**HOW TO COMPLETE THIS TASK**. Your answer must be the lines of the entries below, exactly as written, from the first line through the line containing "position:relative; width:418px; height:1928px;".

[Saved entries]
________________________

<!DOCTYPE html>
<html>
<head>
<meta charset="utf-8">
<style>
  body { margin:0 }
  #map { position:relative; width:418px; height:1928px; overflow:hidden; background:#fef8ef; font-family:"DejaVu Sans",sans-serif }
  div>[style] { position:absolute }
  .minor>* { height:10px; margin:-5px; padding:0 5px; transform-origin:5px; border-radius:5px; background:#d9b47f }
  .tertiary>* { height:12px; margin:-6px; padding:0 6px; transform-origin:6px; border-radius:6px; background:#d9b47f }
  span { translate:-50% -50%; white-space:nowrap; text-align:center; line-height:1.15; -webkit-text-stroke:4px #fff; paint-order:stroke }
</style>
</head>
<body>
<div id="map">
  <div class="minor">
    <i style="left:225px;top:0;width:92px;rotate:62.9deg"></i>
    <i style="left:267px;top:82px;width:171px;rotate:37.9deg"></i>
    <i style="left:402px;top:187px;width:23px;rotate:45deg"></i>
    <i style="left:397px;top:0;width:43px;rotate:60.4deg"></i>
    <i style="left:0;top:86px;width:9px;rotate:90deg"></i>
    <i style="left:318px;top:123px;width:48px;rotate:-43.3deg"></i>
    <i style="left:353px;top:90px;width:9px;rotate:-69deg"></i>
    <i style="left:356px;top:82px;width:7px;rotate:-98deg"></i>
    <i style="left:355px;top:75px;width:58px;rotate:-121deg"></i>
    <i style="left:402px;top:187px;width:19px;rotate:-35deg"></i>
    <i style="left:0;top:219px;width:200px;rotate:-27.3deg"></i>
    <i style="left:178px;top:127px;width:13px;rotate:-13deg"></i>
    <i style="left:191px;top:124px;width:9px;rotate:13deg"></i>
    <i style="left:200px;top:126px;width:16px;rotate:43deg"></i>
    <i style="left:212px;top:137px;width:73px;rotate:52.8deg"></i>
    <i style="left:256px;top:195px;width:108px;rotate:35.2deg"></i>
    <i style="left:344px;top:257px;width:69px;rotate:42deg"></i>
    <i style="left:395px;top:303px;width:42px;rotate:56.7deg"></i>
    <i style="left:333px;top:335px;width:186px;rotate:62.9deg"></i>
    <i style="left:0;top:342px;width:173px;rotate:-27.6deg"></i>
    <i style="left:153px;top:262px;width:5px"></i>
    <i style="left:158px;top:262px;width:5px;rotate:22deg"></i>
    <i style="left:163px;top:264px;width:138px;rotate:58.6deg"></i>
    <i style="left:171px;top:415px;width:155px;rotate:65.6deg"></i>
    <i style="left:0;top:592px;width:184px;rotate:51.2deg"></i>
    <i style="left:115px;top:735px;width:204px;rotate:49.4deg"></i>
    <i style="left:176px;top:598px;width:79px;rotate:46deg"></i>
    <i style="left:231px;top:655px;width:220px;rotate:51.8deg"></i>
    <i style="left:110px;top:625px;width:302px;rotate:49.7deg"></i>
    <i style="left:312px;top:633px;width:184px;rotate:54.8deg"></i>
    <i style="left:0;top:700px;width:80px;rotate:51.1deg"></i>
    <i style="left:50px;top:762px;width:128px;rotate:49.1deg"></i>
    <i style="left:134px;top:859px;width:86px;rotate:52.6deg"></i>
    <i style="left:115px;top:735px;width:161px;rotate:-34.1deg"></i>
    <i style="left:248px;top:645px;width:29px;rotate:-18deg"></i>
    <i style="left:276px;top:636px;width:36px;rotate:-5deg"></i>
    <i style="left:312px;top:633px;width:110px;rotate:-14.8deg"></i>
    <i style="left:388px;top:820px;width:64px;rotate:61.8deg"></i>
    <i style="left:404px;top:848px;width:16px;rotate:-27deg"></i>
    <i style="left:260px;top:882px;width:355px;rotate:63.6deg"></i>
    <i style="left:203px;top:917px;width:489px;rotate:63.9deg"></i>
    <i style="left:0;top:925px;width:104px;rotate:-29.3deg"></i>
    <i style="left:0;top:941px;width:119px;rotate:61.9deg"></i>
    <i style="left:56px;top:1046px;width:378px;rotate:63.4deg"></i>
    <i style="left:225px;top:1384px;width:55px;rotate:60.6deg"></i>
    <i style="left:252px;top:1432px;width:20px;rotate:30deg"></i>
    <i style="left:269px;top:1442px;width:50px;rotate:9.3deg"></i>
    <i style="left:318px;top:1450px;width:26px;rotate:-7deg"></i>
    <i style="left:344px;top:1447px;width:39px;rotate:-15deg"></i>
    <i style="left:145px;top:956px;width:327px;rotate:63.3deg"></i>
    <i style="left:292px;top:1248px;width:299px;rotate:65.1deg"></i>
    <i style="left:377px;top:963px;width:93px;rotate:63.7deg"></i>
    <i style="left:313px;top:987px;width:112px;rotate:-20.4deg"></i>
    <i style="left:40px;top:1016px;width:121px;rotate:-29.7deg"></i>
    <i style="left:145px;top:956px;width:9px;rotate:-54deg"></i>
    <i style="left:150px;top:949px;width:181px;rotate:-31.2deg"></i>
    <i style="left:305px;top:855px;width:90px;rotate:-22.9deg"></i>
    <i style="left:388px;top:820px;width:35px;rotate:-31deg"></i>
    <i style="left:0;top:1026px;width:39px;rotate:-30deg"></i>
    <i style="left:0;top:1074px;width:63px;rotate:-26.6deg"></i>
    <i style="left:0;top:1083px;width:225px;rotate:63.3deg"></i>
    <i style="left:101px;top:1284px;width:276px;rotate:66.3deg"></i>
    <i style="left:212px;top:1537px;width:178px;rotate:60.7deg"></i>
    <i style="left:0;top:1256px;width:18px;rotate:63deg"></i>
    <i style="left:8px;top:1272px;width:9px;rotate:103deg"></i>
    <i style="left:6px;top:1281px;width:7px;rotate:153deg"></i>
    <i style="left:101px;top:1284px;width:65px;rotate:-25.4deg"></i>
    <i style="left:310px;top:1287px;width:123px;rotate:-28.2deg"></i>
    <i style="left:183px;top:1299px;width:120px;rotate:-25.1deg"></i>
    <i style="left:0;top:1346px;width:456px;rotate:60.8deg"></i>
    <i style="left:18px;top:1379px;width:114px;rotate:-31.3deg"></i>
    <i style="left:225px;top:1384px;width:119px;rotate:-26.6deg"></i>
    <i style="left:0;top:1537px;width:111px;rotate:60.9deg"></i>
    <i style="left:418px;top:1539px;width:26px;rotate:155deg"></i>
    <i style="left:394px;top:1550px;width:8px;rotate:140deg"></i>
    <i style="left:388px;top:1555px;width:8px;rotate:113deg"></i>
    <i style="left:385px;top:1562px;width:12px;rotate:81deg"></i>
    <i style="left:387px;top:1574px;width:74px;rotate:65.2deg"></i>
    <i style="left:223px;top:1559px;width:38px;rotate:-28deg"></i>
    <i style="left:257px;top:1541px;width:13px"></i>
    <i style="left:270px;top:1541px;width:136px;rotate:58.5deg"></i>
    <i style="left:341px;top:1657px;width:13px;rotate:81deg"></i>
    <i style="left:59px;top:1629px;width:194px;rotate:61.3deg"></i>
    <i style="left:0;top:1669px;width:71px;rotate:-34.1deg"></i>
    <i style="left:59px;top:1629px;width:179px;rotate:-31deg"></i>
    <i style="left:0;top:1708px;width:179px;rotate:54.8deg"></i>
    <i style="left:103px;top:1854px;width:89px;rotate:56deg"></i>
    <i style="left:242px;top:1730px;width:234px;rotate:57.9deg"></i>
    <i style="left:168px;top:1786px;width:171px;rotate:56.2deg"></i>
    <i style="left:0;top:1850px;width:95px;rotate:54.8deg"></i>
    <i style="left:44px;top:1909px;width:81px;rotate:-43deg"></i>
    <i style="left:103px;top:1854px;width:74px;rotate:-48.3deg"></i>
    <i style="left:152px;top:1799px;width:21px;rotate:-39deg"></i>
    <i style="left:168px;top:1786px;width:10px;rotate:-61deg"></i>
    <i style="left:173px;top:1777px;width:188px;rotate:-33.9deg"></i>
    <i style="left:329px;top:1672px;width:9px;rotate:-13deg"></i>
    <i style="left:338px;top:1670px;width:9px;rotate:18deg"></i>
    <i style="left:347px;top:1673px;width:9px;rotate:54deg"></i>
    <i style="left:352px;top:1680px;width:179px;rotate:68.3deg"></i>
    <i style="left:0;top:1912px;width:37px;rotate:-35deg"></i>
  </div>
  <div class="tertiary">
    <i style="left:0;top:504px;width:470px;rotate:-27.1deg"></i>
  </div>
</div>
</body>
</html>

________________________

**RESULT OF THIS EXERCISE**.
<!DOCTYPE html>
<html>
<head>
<meta charset="utf-8">
<style>
  body { margin:0 }
  #map { position:relative; width:418px; height:1928px; overflow:hidden; background:#fef8ef; font-family:"DejaVu Sans",sans-serif }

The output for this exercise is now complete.